As you read this, I’m touring around Alaska. I’ve never been there before, and thought I’d better get up there before the glaciers melted and the polar bears became extinct. So, when my daughter-in-law asked me to come along with her, my daughter, and their two kids, I jumped at the chance. Her parents live there, I enjoy their company, and they were anxious to show our grandchildren and me the sights.
I’ve always been fascinated by Alaska. I’ve read a lot about it. Jack London’s tales, Jon Krakauer’s Into The Wild, Sue Henry’s mysteries, they have all fired my imagination, especially about the Iditarod. I can picture myself standing on the end of my sled, swathed in furs, shouting “mush, mush” to my eager team of Malamutes, lunging into their harnesses as we fly over frozen rivers, through dense forest, across the open tundra. The reality, of course, is a little different. A 73 year old one legged woman who hates being cold and whose potential dog team consists of one elderly German Shepherd and an Italian Greyhound has little chance of winning the Iditarod. Or for that matter, even starting it. But it doesn’t really matter because, thanks to all those books, I’ve been there. And when I’m touring Danali in the safety of the tour bus, or listening to the glacier crack up from the security of the boat deck, I’ll be able to look beyond them to those wild places where the books have already taken me.

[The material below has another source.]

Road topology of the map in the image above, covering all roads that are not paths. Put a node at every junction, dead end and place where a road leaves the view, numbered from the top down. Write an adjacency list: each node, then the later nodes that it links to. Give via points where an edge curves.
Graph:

My mother wanted to go to England. All her life she was fascinated by English history and she had no problem relaying that fascination to my brother and me. I knew the names of Henry VIII’s wives before I knew all the states and could give you the complete genealogy of the Plantagenets better than most English school children.

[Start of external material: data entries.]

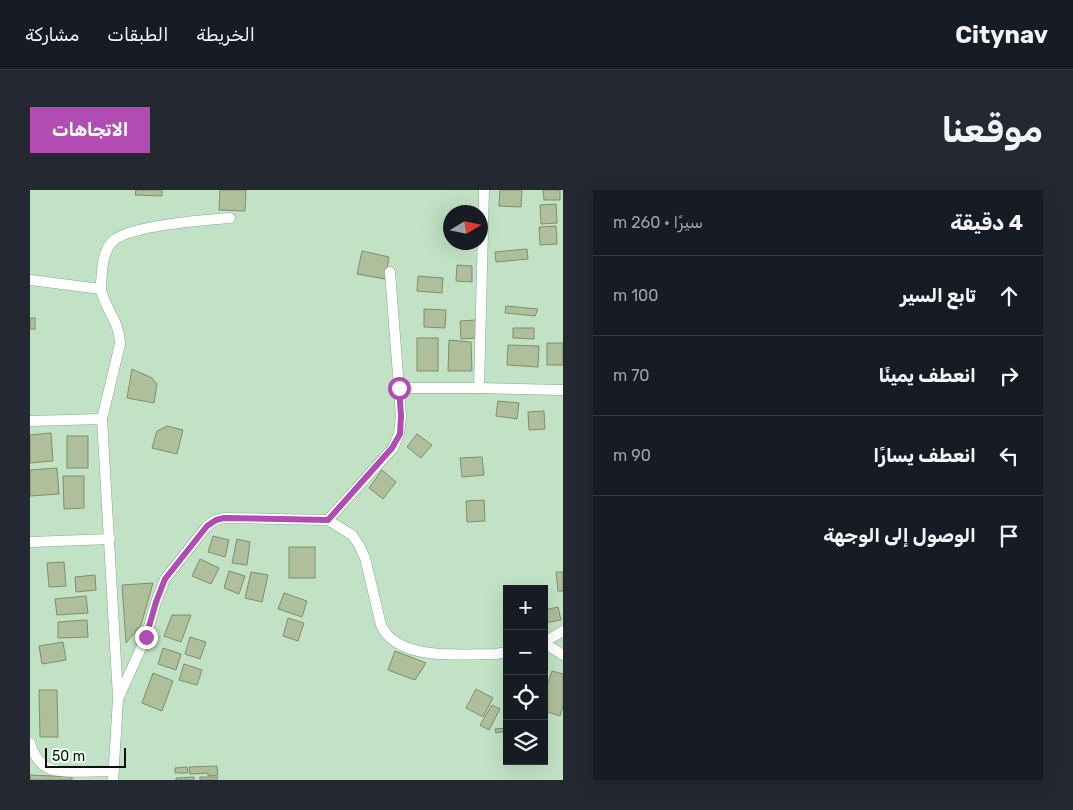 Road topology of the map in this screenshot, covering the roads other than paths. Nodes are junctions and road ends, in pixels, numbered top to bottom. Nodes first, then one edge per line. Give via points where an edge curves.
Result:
1 (484, 190) edge
2 (230, 218) dead end
3 (390, 272) dead end
4 (30, 280) edge
5 (101, 289) junction
6 (399, 388) junction
7 (479, 388) junction
8 (563, 390) edge
9 (102, 419) junction
10 (30, 421) edge
11 (328, 520) junction
12 (110, 539) junction
13 (30, 542) edge
14 (563, 631) edge
15 (548, 640) edge
16 (548, 645) edge
17 (503, 653) edge
18 (563, 655) edge
19 (118, 699) junction
20 (30, 744) edge
21 (114, 775) edge

1 - 7 street
2 - 5 street via 126,233 113,241 106,252
3 - 6 street
4 - 5 street
5 - 9 street via 120,334
6 - 7 street
6 - 11 street via 400,434 392,448
7 - 8 street
9 - 10 street
9 - 12 street
11 - 17 street via 352,535 359,545 381,626 396,643 425,653
11 - 19 street via 224,518 207,526 165,579 146,637
12 - 13 street
12 - 19 street
14 - 15 street
16 - 18 street
19 - 21 street
20 - 21 street via 33,754 48,768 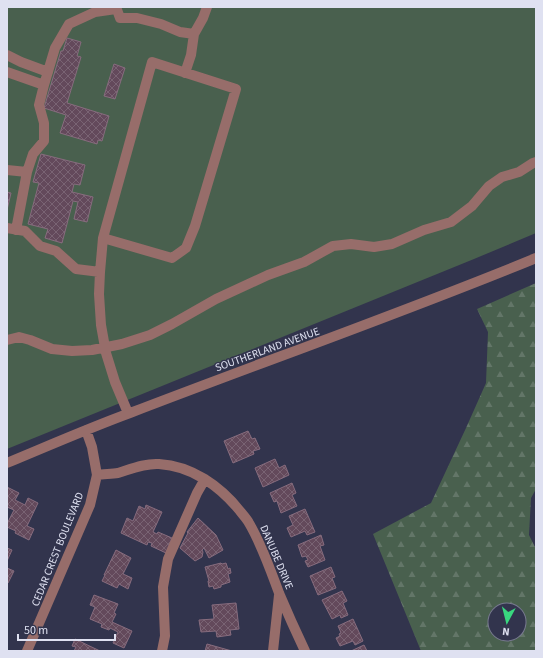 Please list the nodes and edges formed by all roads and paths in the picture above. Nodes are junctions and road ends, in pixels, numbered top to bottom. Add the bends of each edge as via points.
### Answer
1 (207, 7) edge
2 (116, 8) edge
3 (194, 34) junction
4 (7, 55) edge
5 (7, 72) edge
6 (48, 72) junction
7 (185, 72) junction
8 (44, 85) junction
9 (536, 162) edge
10 (7, 170) edge
11 (27, 172) junction
12 (12, 229) edge
13 (103, 238) junction
14 (536, 258) edge
15 (100, 272) junction
16 (7, 340) edge
17 (104, 347) junction
18 (128, 413) junction
19 (86, 430) junction
20 (7, 463) edge
21 (96, 475) junction
22 (205, 479) junction
23 (280, 593) junction
24 (27, 651) edge
25 (162, 651) edge
26 (273, 651) edge
27 (305, 651) edge

1 - 3 street
2 - 3 street via 120,18 137,18
2 - 6 street via 95,12 69,24 55,48
3 - 7 street
4 - 6 street
5 - 8 street
6 - 8 street
7 - 13 street via 152,62
7 - 13 street via 236,89 186,248 172,258
8 - 11 street via 39,105 44,123 44,141 33,154
9 - 17 street via 488,186 472,206 451,222 392,244 374,247 351,244 333,246 304,262 216,299 150,336
10 - 11 street
11 - 12 street
12 - 15 street via 25,232 40,246 56,251 76,269
13 - 15 street
14 - 18 street, SOUTHERLAND AVENUE
15 - 17 street via 100,317
16 - 17 street via 19,338 52,349 72,351
17 - 18 street
18 - 19 street, SOUTHERLAND AVENUE
19 - 20 street, SOUTHERLAND AVENUE
19 - 21 street, CEDAR CREST BOULEVARD via 92,447
21 - 22 street, DANUBE DRIVE via 158,464 174,466
21 - 24 street, CEDAR CREST BOULEVARD via 90,505
22 - 23 street, DANUBE DRIVE via 221,490 248,522
22 - 25 street via 168,559 163,587 165,636
23 - 26 street
23 - 27 street, DANUBE DRIVE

Mother never made it to England. She was a rotten traveler, planning her return trip home before she’d ever left. But I don’t think it really mattered. She knew the bookseller at 18 Charing Cross Road well, had walked the campus of Oxford with Harriet Vane, had wandered the moors with Heathcliff and was almost a permanent resident of St Mary Mead. She met hundreds of interesting people in her untraveled lifetime and had no end of adventures she would have been horrified to consider in real life.
I think that’s one of the reasons we read, fiction at least. There are very few of us who will ever stumble over a dead body and find ourselves being chased by the murderer through dark alleys because we discovered his identity. We’re almost guaranteed not to find a cure for a strange virus that threatens to destroy the world before midnight. We’ll never follow a covered wagon across the mountains, or be attacked by Indians, or visit Japan in the 17th century. And I don’t think very many of us will become bounty hunters and get our cars blown up. Of course, you never know—.
But in books, there is no limit to where we can go and who we can meet. Isn’t it wonderful?
Of course, we don’t read exclusively to have adventures, although they’re fun. We read primarily because of the people we meet. Think about it. The people you’ve met through reading, the ones you’ll never forget. Next time we’ll talk about them.
But now, if you’ll excuse me, I’m about to catch an airplane and I have this book—.